> Goal of the exercise
Pick each line that has "main" out of the records.

> Items from a dataset
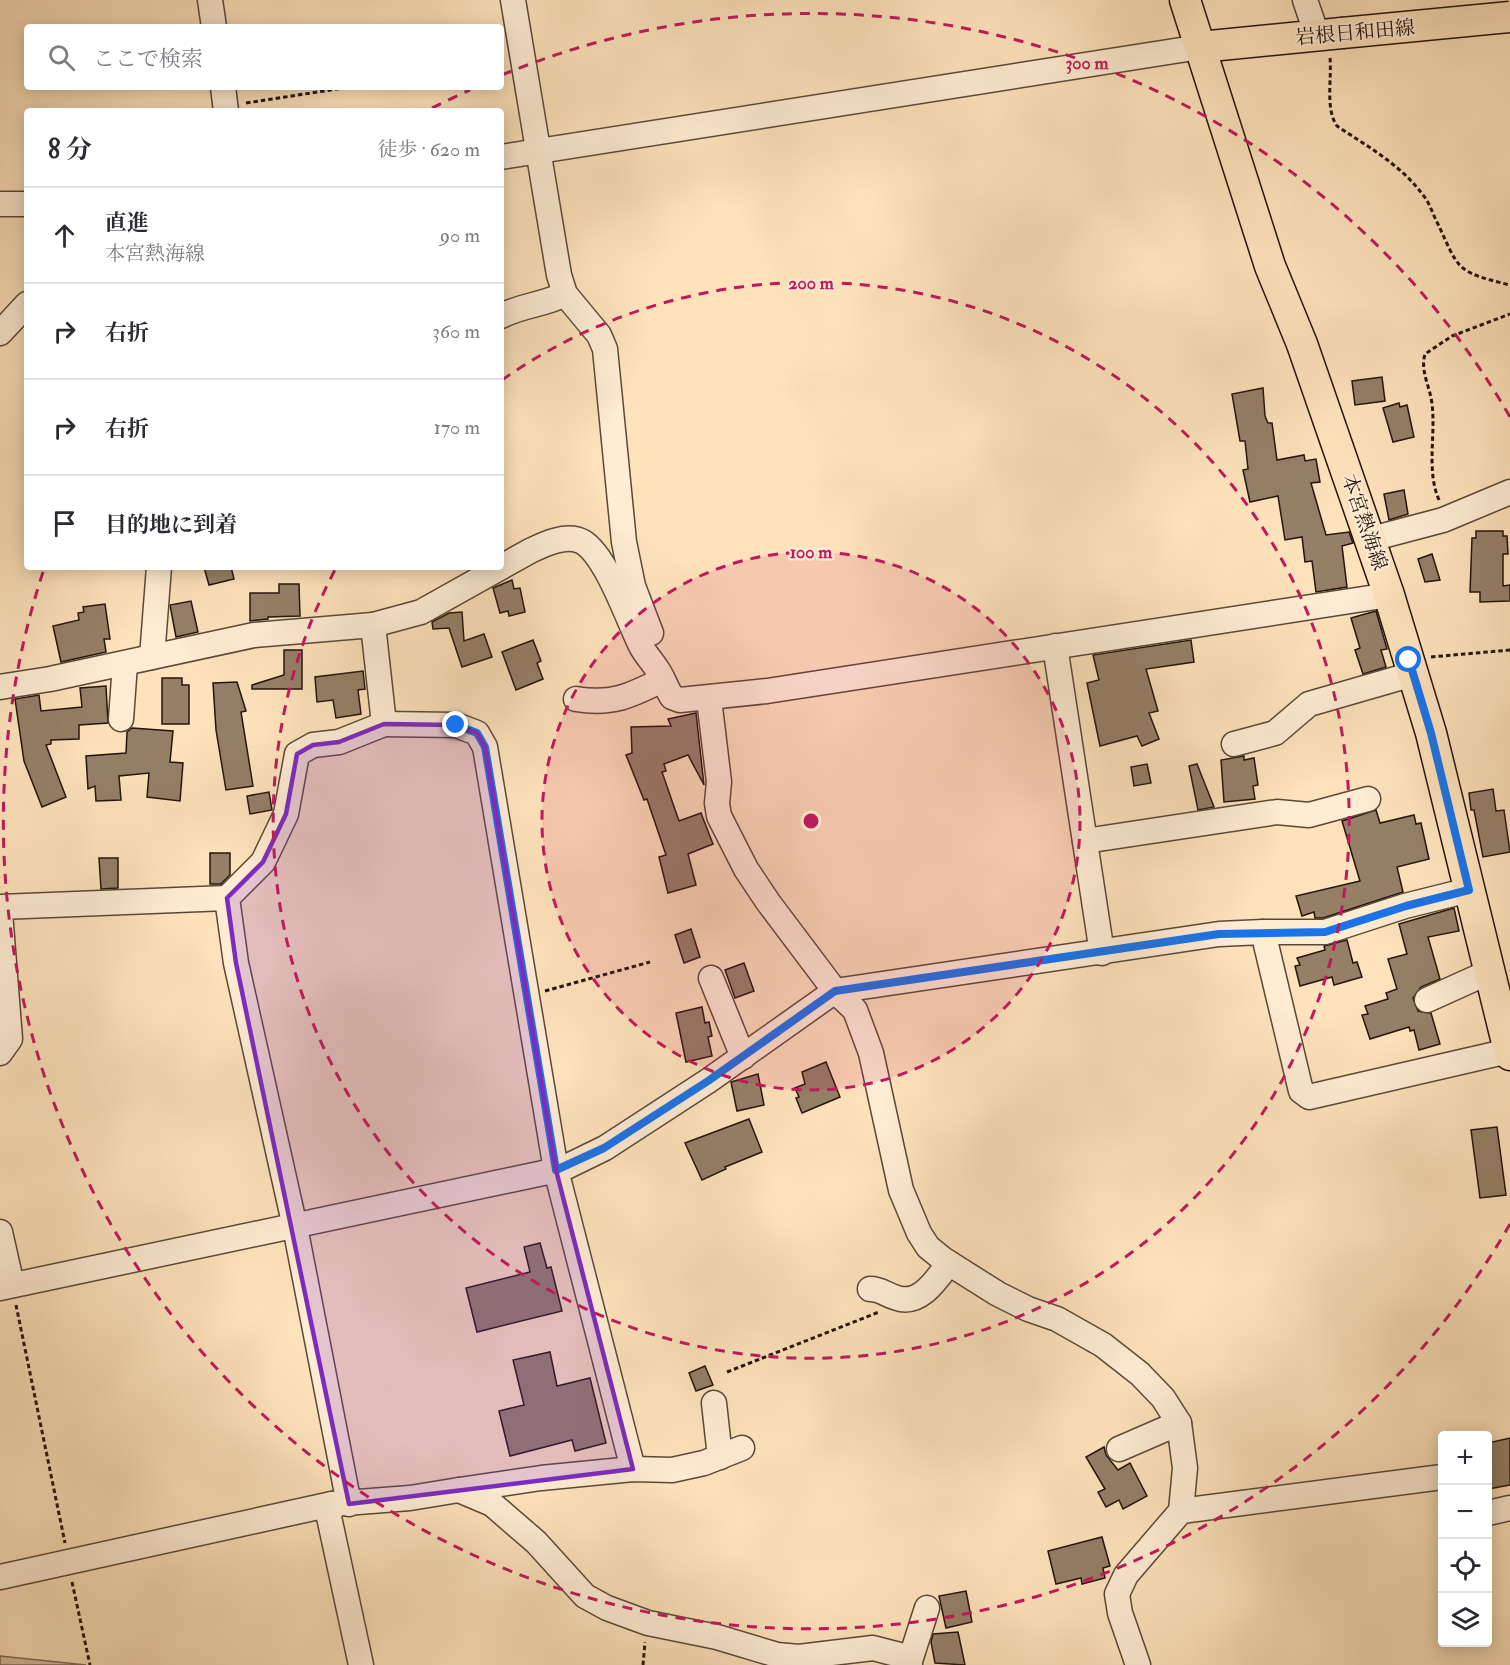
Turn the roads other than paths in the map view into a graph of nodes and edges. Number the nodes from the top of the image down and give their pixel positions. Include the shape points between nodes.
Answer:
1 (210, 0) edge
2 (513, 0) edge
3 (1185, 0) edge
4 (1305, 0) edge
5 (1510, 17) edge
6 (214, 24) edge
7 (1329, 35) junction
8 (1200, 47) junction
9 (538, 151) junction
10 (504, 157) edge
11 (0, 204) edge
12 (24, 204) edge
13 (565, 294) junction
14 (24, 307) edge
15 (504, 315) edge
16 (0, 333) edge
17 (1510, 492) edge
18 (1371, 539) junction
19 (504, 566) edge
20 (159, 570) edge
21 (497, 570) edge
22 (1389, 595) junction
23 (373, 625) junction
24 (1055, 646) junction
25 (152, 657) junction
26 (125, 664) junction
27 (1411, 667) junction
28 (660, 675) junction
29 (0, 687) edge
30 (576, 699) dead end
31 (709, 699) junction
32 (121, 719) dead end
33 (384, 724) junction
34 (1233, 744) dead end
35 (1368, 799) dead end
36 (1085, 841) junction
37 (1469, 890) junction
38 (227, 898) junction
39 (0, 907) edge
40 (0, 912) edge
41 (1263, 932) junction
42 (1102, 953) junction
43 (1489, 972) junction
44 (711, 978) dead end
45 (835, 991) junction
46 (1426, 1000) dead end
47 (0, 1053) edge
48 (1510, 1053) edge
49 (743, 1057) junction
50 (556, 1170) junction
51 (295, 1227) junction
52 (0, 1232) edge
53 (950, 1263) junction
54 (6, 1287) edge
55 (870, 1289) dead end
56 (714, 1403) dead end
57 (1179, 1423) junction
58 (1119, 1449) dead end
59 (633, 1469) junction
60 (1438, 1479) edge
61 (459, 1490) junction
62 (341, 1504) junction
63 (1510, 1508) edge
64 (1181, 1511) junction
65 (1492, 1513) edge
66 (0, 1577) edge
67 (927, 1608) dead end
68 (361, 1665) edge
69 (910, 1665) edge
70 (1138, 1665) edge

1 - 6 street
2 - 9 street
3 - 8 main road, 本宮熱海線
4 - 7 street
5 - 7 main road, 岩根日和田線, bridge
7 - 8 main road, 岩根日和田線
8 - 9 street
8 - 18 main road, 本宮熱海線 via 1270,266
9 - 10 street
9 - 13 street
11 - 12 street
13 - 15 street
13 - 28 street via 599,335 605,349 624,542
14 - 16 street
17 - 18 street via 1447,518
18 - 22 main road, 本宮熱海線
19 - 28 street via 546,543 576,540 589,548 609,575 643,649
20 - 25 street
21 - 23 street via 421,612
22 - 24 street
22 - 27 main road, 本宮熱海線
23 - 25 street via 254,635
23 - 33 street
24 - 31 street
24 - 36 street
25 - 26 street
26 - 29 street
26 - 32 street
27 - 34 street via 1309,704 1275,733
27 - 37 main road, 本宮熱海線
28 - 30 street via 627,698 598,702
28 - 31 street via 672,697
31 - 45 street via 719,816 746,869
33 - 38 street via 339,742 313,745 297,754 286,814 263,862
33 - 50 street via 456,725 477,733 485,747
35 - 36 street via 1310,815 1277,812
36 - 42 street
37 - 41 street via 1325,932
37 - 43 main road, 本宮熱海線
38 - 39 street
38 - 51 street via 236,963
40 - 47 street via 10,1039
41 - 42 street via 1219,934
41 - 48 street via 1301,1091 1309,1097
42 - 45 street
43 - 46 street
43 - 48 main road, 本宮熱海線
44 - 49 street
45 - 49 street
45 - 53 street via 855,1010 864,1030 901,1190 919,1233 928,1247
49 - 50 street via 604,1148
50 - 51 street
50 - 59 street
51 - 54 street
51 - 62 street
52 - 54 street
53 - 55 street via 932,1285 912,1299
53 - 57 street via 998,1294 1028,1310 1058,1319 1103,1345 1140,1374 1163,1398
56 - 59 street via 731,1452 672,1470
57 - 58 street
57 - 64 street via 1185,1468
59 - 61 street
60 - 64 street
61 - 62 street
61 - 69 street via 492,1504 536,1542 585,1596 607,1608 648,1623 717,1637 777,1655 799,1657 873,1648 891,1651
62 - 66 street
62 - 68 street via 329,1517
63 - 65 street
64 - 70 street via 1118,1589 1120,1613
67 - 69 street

> Your solution
3 - 8 main road, 本宮熱海線
5 - 7 main road, 岩根日和田線, bridge
7 - 8 main road, 岩根日和田線
8 - 18 main road, 本宮熱海線 via 1270,266
18 - 22 main road, 本宮熱海線
22 - 27 main road, 本宮熱海線
27 - 37 main road, 本宮熱海線
37 - 43 main road, 本宮熱海線
43 - 48 main road, 本宮熱海線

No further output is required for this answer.